→ Data under study
/---

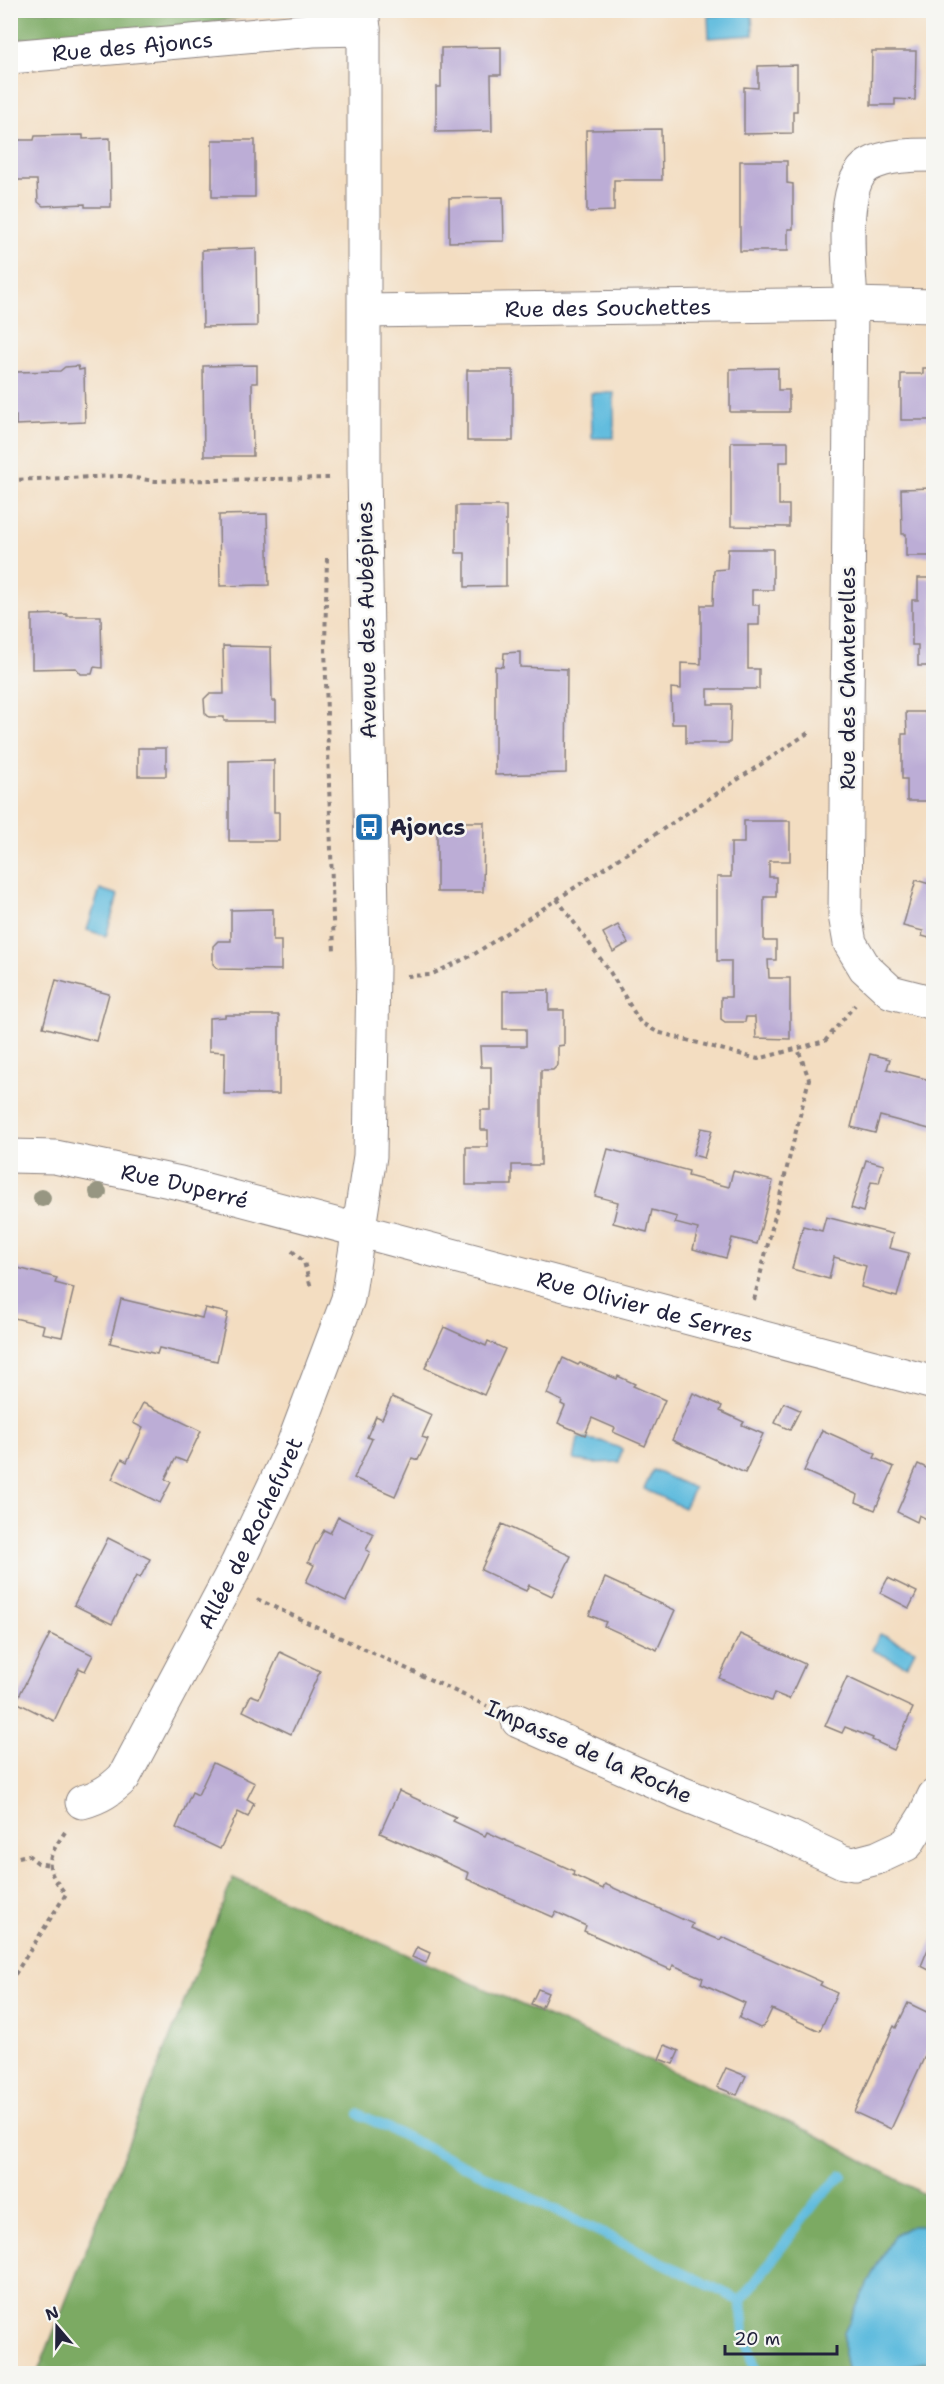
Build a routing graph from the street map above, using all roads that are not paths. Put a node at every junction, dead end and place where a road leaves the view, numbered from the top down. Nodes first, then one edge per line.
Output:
1 (363, 20) edge
2 (10, 57) edge
3 (933, 155) edge
4 (851, 304) junction
5 (933, 306) edge
6 (364, 311) junction
7 (933, 1003) edge
8 (10, 1156) edge
9 (358, 1228) junction
10 (933, 1383) edge
11 (518, 1720) road end
12 (933, 1796) edge
13 (82, 1802) dead end

1 - 2 street, Rue des Ajoncs
1 - 6 street, Avenue des Aubépines
3 - 4 street
4 - 5 street, Rue des Souchettes
4 - 6 street, Rue des Souchettes
4 - 7 street, Rue des Chanterelles
6 - 9 street, Avenue des Aubépines
8 - 9 street, Rue Duperré
9 - 10 street, Rue Olivier de Serres
9 - 13 street, Allée de Rochefuret
11 - 12 street, Impasse de la Roche

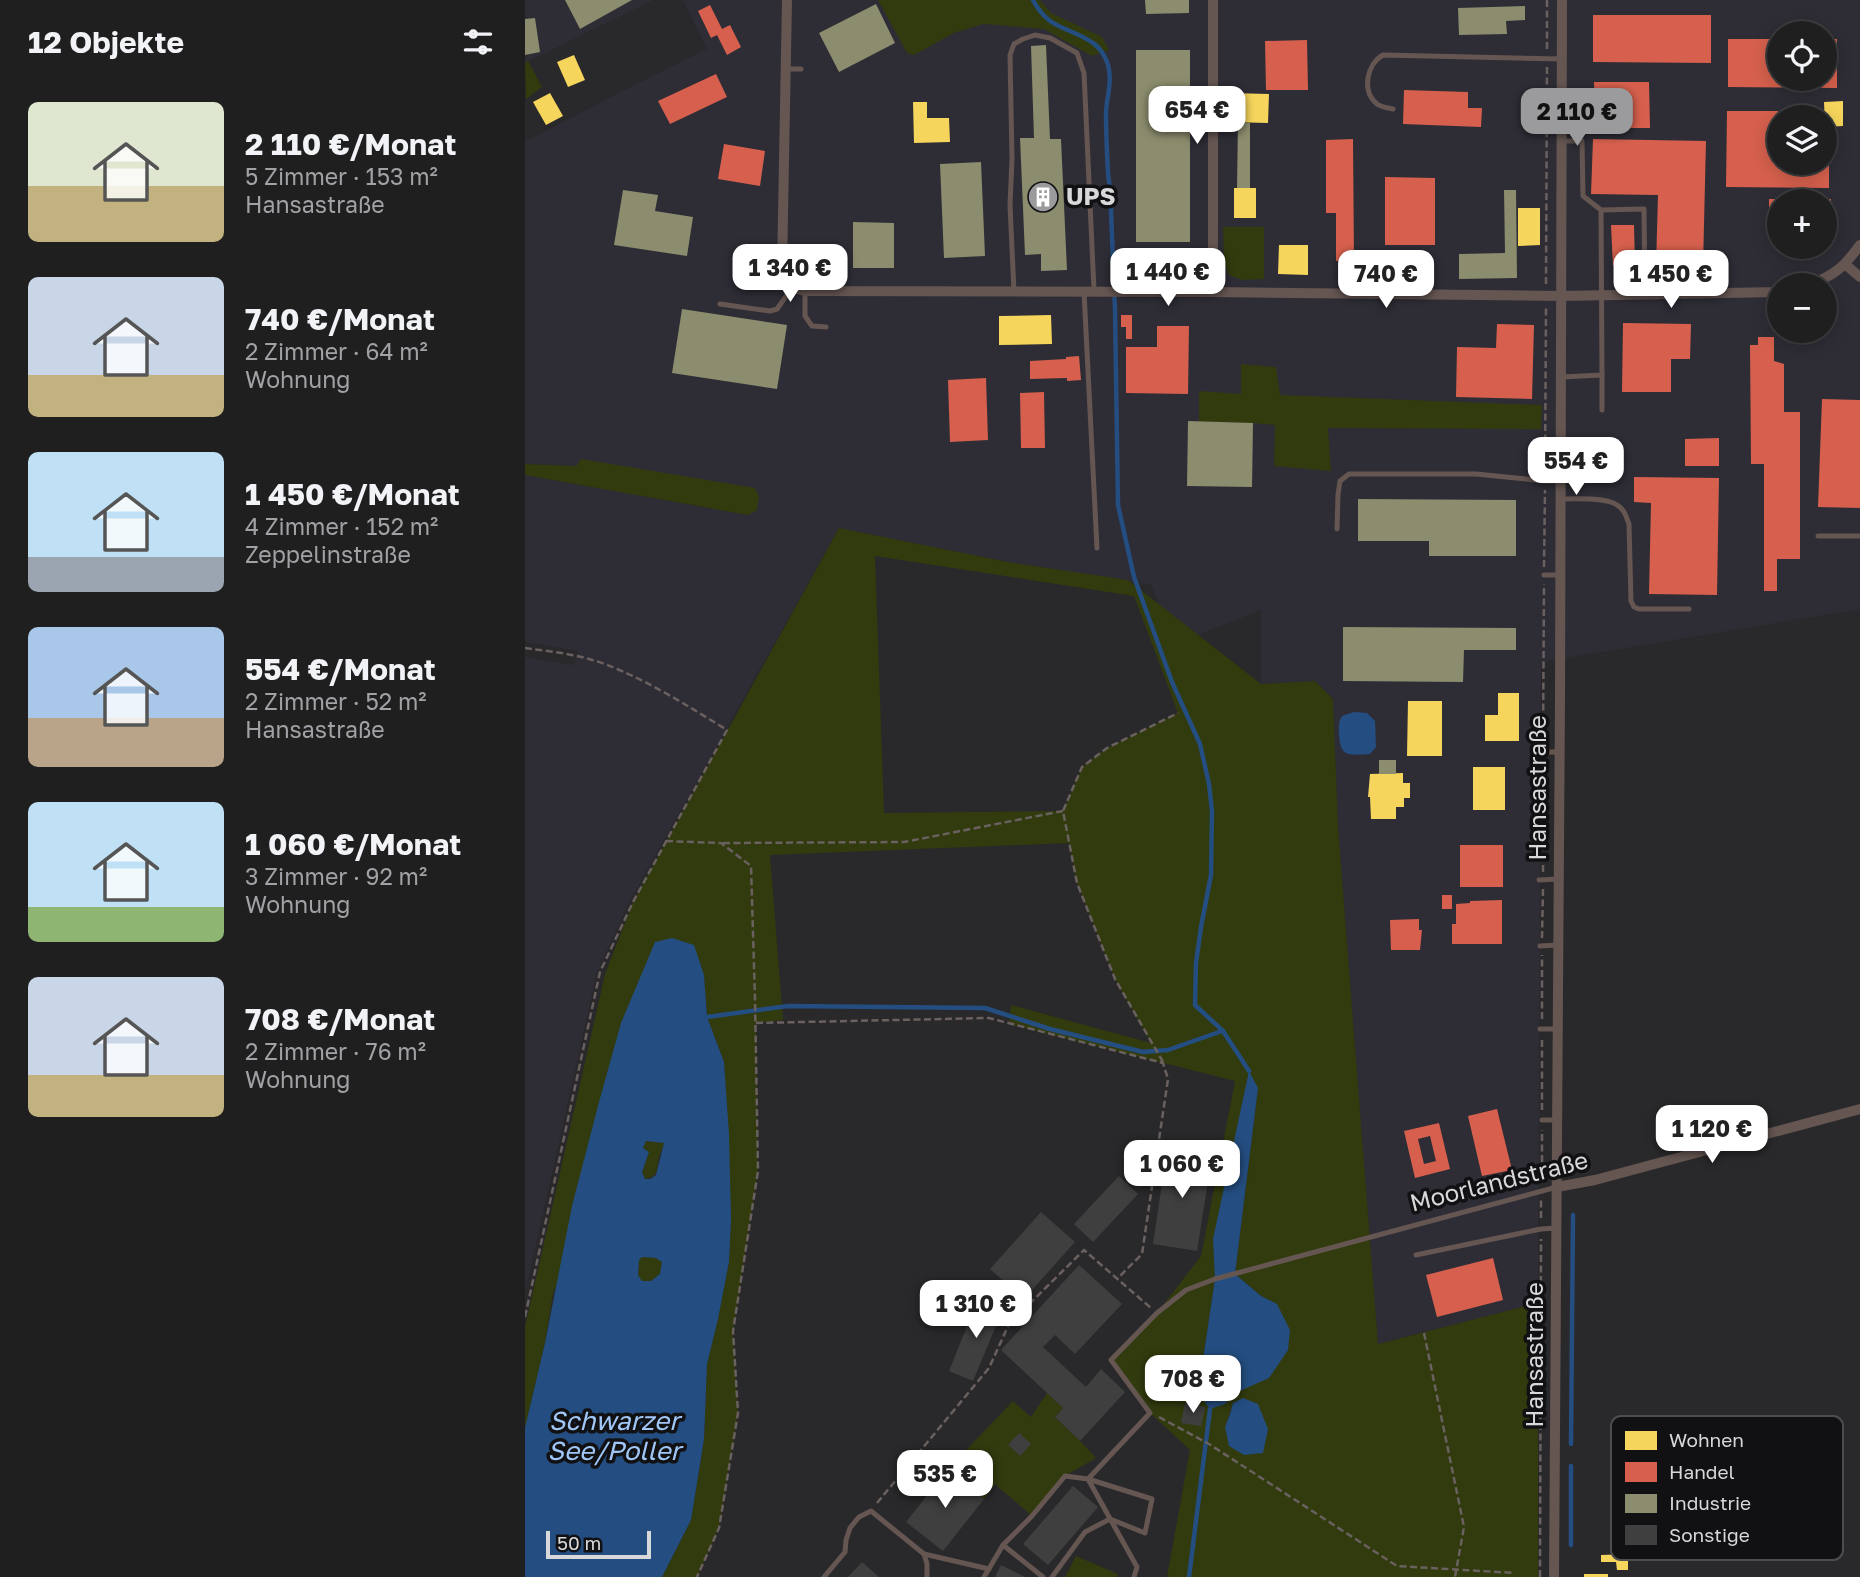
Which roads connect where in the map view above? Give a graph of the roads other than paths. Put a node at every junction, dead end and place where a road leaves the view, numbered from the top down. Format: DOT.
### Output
graph roads {
  1 [pos="787,0"];
  2 [pos="1213,0"];
  3 [pos="1562,0"];
  4 [pos="1562,58"];
  5 [pos="786,69"];
  6 [pos="801,69"];
  7 [pos="1393,109"];
  8 [pos="1562,141"];
  9 [pos="1601,210"];
  10 [pos="783,211"];
  11 [pos="795,211"];
  12 [pos="1860,245"];
  13 [pos="1846,265"];
  14 [pos="1835,273"];
  15 [pos="1860,278"];
  16 [pos="792,288"];
  17 [pos="805,291"];
  18 [pos="1014,292"];
  19 [pos="1094,292"];
  20 [pos="1213,292"];
  21 [pos="1767,292"];
  22 [pos="1603,295"];
  23 [pos="1646,295"];
  24 [pos="1561,296"];
  25 [pos="720,304"];
  26 [pos="826,327"];
  27 [pos="1602,375"];
  28 [pos="1561,377"];
  29 [pos="1602,410"];
  30 [pos="1561,481"];
  31 [pos="1560,499"];
  32 [pos="1337,529"];
  33 [pos="1818,536"];
  34 [pos="1860,536"];
  35 [pos="1097,548"];
  36 [pos="1544,575"];
  37 [pos="1560,575"];
  38 [pos="1689,610"];
  39 [pos="1541,752"];
  40 [pos="1560,752"];
  41 [pos="1559,879"];
  42 [pos="1541,880"];
  43 [pos="1558,945"];
  44 [pos="1541,946"];
  45 [pos="1541,1029"];
  46 [pos="1558,1029"];
  47 [pos="1860,1110"];
  48 [pos="1542,1120"];
  49 [pos="1557,1120"];
  50 [pos="1557,1187"];
  51 [pos="1557,1228"];
  52 [pos="1416,1255"];
  53 [pos="1088,1479"];
  54 [pos="1110,1519"];
  55 [pos="1003,1545"];
  56 [pos="924,1554"];
  57 [pos="989,1569"];
  58 [pos="824,1577"];
  59 [pos="927,1577"];
  60 [pos="984,1577"];
  61 [pos="1043,1577"];
  62 [pos="1052,1577"];
  63 [pos="1134,1577"];
  64 [pos="1554,1577"];
  1 -- 5 [label="street"];
  2 -- 20 [label="street"];
  3 -- 4 [label="street, Hansastraße"];
  4 -- 7 [label="lane"];
  4 -- 8 [label="street, Hansastraße"];
  5 -- 6 [label="lane"];
  5 -- 10 [label="street"];
  8 -- 9 [label="lane"];
  8 -- 24 [label="street, Hansastraße"];
  9 -- 22 [label="lane"];
  9 -- 23 [label="lane"];
  10 -- 11 [label="lane"];
  10 -- 16 [label="street"];
  12 -- 13 [label="street"];
  13 -- 14 [label="street"];
  13 -- 15 [label="street"];
  16 -- 17 [label="street"];
  16 -- 25 [label="lane"];
  17 -- 18 [label="street"];
  17 -- 26 [label="lane"];
  18 -- 19 [label="street"];
  18 -- 19 [label="lane"];
  19 -- 20 [label="street"];
  19 -- 35 [label="lane"];
  20 -- 24 [label="street"];
  21 -- 23 [label="street"];
  22 -- 23 [label="street"];
  22 -- 24 [label="street"];
  22 -- 27 [label="lane"];
  24 -- 28 [label="street, Hansastraße"];
  27 -- 28 [label="lane"];
  27 -- 29 [label="lane"];
  28 -- 30 [label="street, Hansastraße"];
  30 -- 31 [label="street, Hansastraße"];
  30 -- 32 [label="lane"];
  31 -- 37 [label="street, Hansastraße"];
  31 -- 38 [label="lane"];
  33 -- 34 [label="lane"];
  36 -- 37 [label="lane"];
  37 -- 40 [label="street, Hansastraße"];
  39 -- 40 [label="lane"];
  40 -- 41 [label="street, Hansastraße"];
  41 -- 42 [label="lane"];
  41 -- 43 [label="street, Hansastraße"];
  43 -- 44 [label="lane"];
  43 -- 46 [label="street, Hansastraße"];
  45 -- 46 [label="lane"];
  46 -- 49 [label="street, Hansastraße"];
  47 -- 50 [label="street, Moorlandstraße"];
  48 -- 49 [label="lane"];
  49 -- 50 [label="street, Hansastraße"];
  50 -- 51 [label="street, Hansastraße"];
  50 -- 53 [label="lane, Moorlandstraße"];
  51 -- 52 [label="lane"];
  51 -- 64 [label="street, Hansastraße"];
  53 -- 54 [label="lane"];
  53 -- 54 [label="lane"];
  53 -- 55 [label="lane"];
  54 -- 62 [label="lane"];
  54 -- 63 [label="lane"];
  55 -- 57 [label="lane"];
  55 -- 61 [label="lane"];
  56 -- 57 [label="lane"];
  56 -- 58 [label="lane"];
  56 -- 59 [label="lane"];
  57 -- 60 [label="lane"];
}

\---

→ Work order
The lines to show are those in the data above that include "paths".

→ Written response
Build a routing graph from the street map above, using all roads that are not paths. Put a node at every junction, dead end and place where a road leaves the view, numbered from the top down. Nodes first, then one edge per line.
Which roads connect where in the map view above? Give a graph of the roads other than paths. Put a node at every junction, dead end and place where a road leaves the view, numbered from the top down. Format: DOT.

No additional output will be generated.